Systematics Introduction Notes

 Created: 21 Jul 2020  Modified: 23 Jul 2020   BibTeX Entry   RIS Citation  Print

Notes from the Introduction to Systematics in Prehistory (Dunnell 1971)

  • Framed institutionally as a juxtaposition between “new” and “old” archaeology - the latter being CH.
  • Defines “archaeology” as the technical and recovery aspects (i.e., the study of the record), and “prehistory” as the academic discipline aimed at explanation of the content of that record.
  • Borrowing of models for explanation itself from phil sci, and borrowing of models for the content of explanation from sociocultural anthropology, are counterproductive.

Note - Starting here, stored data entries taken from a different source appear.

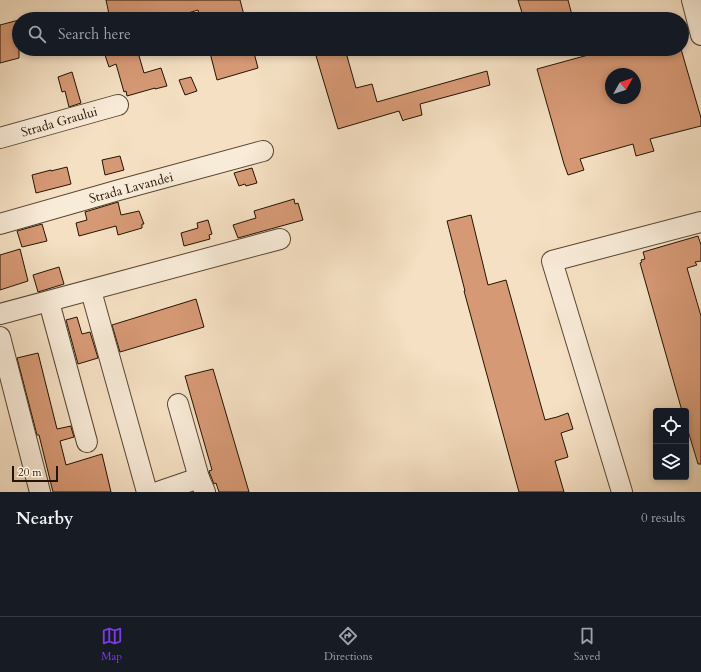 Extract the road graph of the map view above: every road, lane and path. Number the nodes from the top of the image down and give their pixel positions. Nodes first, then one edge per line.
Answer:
1 (692, 0) edge
2 (701, 35) edge
3 (118, 105) dead end
4 (0, 138) edge
5 (263, 151) dead end
6 (701, 222) edge
7 (0, 224) edge
8 (280, 239) dead end
9 (90, 291) junction
10 (49, 302) junction
11 (0, 314) edge
12 (0, 337) edge
13 (178, 404) dead end
14 (87, 442) dead end
15 (202, 485) edge
16 (40, 492) edge
17 (147, 492) edge
18 (158, 492) edge
19 (622, 492) edge

1 - 2 street
3 - 4 street, Strada Graului
5 - 7 street, Strada Lavandei
6 - 19 street
8 - 9 street
9 - 10 street
9 - 17 street
10 - 11 street
10 - 14 street
12 - 16 street
13 - 15 street
15 - 18 street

Especially the latter because it denies the virtue of prehistory which are “time and change” (p.3)
  • Makes the point about explicit definition of concepts – and our tendency to reify concepts, to regard concepts as the same thing as the empirical referent. “Analogously, ideas are not distinguished from observable phenomena.”
  • General lack of concern for what theory actually is.
  • Book does not cover theory construction, but focuses on the lowest level, unit or concept construction
  • Discomfort with the formal theory of the “old” archaeology stems from the implicitness and thus inconsistency and confusion) with unit construction and how that plays into “interpretation” (or explanation.
  • Systematics itself defined as “the set of propositions, concepts, and operations used to create units for any scientific discipline.” (p.7)
  • Need to create a metalanguage to talk about how to define units; RCD mentions that it is unfortunate that “the subect matter and interests of prehistory are sufficiently complicated or that we understand our subjects so poorly that the metalanguage of mathematics cannot be made to bear the major weight of communication.” MUCH MORE about this later. Photons ARE defined as mathematical objects, despite the fairly immense mathematical machinery involved in doing so (the double cover of the Poincare group and Lie Algebras, etc etc … see (Schwichtenberg 2018) for a relatively accessible account).

Connections

References Cited

Dunnell, Robert C. 1971. Systematics in Prehistory. New York: Free Press.

Schwichtenberg, Jakob. 2018. Physics from Symmetry. Springer.